Ces études imposaient un cursus très strict : les dix meilleurs élèves au concours, puis une sélection finale par la HAM de deux candidats, une fille et un garçon et enfin cinq années d’études dont six mois dans chaque district. À l’issue, un des deux serait nommé. L’origine des pouvoirs que recevaient les dix élus demeurait un mystère pour le commun des mortels. D’après la rumeur populaire, chacun d’entre eux conservait secrètement et transmettait à son successeur une « rune », en l’occurrence un rectangle de verre de dix centimètres sur cinq gravé de symboles. Elle représentait la source de leur pouvoir. À Bizertland, ceux qui gouvernaient, recevaient le don de divination : la capacité de voir des événements qui allaient ou qui pourraient se produire. Les cinq années d’études permettraient aux futurs prélats de maîtriser leur pouvoir, le plus difficile étant d’interpréter les présages.

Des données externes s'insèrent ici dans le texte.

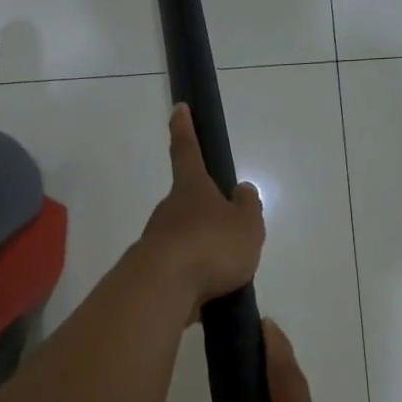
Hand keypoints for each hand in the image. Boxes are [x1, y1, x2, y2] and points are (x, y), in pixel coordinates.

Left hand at [136, 104, 265, 308]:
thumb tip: (241, 191)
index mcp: (191, 188)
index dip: (185, 129)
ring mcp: (157, 240)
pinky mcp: (154, 272)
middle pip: (188, 202)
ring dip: (203, 249)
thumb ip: (248, 207)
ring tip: (229, 271)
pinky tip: (211, 292)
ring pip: (185, 237)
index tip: (178, 108)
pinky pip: (181, 268)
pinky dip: (196, 276)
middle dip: (206, 213)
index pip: (187, 150)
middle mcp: (169, 209)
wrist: (163, 289)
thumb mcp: (246, 225)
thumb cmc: (210, 245)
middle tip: (230, 233)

Les épreuves de mercredi, consacrées à l’histoire et à la géographie, seraient l’occasion de démontrer que Séfan connaissait son district aussi bien que les neuf autres. Il refit pour la énième fois la liste et les pouvoirs qui y étaient associés. De loin, il préférait celui d’Eckerland : la précision. Son détenteur pouvait accomplir des exploits de précision. Si les chances, par exemple, de lancer une pièce en l’air et qu’elle retombe sur la tranche étaient d’une sur plusieurs millions, lui réussissait d’un simple geste désinvolte. Séfan imaginait souvent se servir de ce don lors d’un match de Circle Ball.

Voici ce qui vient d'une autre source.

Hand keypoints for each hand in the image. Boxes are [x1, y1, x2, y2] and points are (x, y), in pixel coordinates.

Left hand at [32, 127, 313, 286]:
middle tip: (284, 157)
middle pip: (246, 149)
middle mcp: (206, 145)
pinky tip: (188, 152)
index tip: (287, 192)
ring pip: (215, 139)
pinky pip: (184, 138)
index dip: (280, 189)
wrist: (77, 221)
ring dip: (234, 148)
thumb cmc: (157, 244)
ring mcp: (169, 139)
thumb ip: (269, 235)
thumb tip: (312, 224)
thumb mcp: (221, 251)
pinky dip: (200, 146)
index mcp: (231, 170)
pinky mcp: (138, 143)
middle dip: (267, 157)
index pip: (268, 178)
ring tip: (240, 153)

En un, Bizertland et la divination, deux Rauckland et la force surhumaine, trois Oberland et la vitesse, quatre Castleland et la télékinésie, cinq Eckerland et la précision, six Lemerland et la super mémoire, sept Isserland et la projection d’éclairs, huit Aydenland et le maniement des armes, neuf Nansland et la projection astrale, dix Drackerland et l’influence. Le « onzième » district, Everland, demeurait une terre interdite sauf au grand conseil des prélats. Nul n’avait l’autorisation ou même l’envie de s’y rendre. Les rumeurs les plus folles couraient sur ce territoire sauvage. Les rares témoignages faisaient allusion à un paysage lunaire et à une citadelle nichée au plus haut d’une falaise. Bizarrement, ces témoins disparaissaient peu après et nul n’entendait plus jamais parler d’eux.

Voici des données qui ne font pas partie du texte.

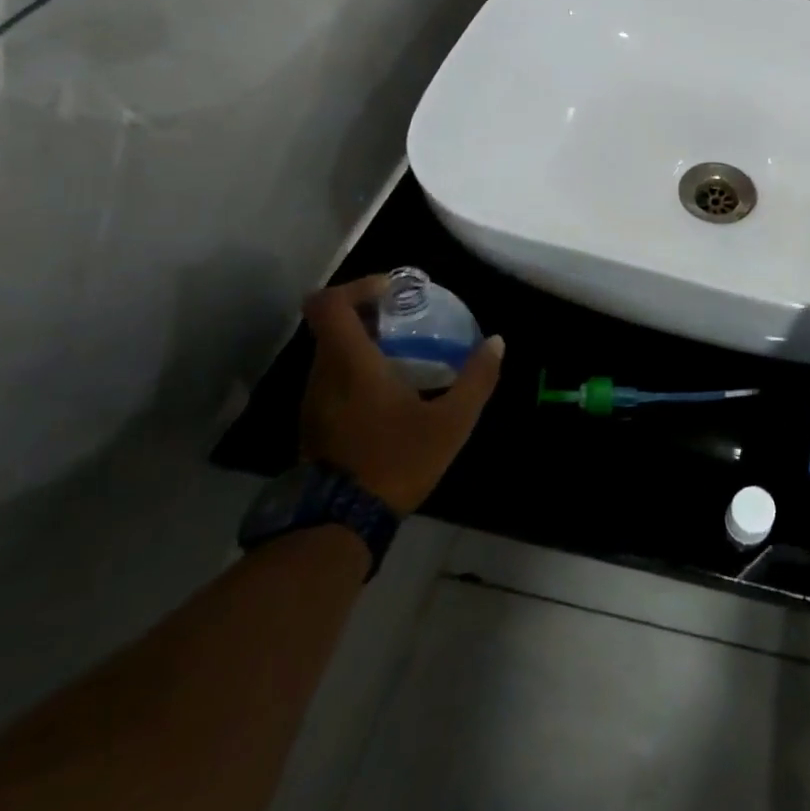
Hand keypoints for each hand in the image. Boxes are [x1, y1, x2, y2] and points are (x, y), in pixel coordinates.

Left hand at [299, 275, 502, 514]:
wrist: (340, 524)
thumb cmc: (397, 461)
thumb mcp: (451, 422)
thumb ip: (476, 379)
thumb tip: (497, 343)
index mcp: (350, 363)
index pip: (328, 303)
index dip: (358, 286)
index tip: (395, 291)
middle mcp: (323, 374)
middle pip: (333, 324)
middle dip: (371, 313)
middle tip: (410, 320)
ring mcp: (313, 400)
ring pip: (332, 352)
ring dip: (365, 343)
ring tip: (406, 354)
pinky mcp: (313, 423)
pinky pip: (332, 378)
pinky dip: (357, 370)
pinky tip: (391, 392)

Il faisait déjà presque jour ce matin de printemps lorsque Séfan descendit du convoyeur pour se diriger vers l’assemblée bizertlandienne où les épreuves devaient débuter à huit heures précises. Il salua ses compagnons de promotion et alla directement rejoindre son meilleur ami Théry alias Petit Pas. Il l’avait surnommé ainsi à cause de son déplacement sur un terrain de Circle Ball. Théry ajustait sa course et ses placements dans un ballet de petits pas qui lui permettaient selon lui d’être le plus précis possible lors du lancer au panier.
— Prêt pour cette semaine d’enfer ?
— Un enfer qui pourrait bien se transformer en paradis, répliqua Séfan.
— Parle pour toi, moi je ne me fais aucune illusion sur la suite de mes études. Je suis quasiment nul en mathématiques et la morale landienne n’est pas mon domaine de prédilection.
— Tu finiras dans les champs de patates !
La cloche de l’assemblée annonça l’ouverture des portes de la salle où se dérouleraient les épreuves. Le moment était venu de se confronter à son destin et d’écrire son avenir. Le brevet du prélat restait un événement assez rare puisqu’il n’avait lieu qu’une fois tous les quinze ans. Seule condition pour le passer : avoir terminé son cycle d’études secondaires.
Puisqu’ils gouvernaient quinze ans et qu’il fallait cinq ans pour former leurs remplaçants, on organisait donc leur succession au début de leur dixième année de mandat.
Ils géraient leur district de vingt et un ans à trente-six ans en étant en pleine possession de leurs facultés physiques et mentales. L’assemblée, quant à elle, se renouvelait en décalage de façon à ne pas laisser une région entre les mains d’un dirigeant et d’une assemblée novices.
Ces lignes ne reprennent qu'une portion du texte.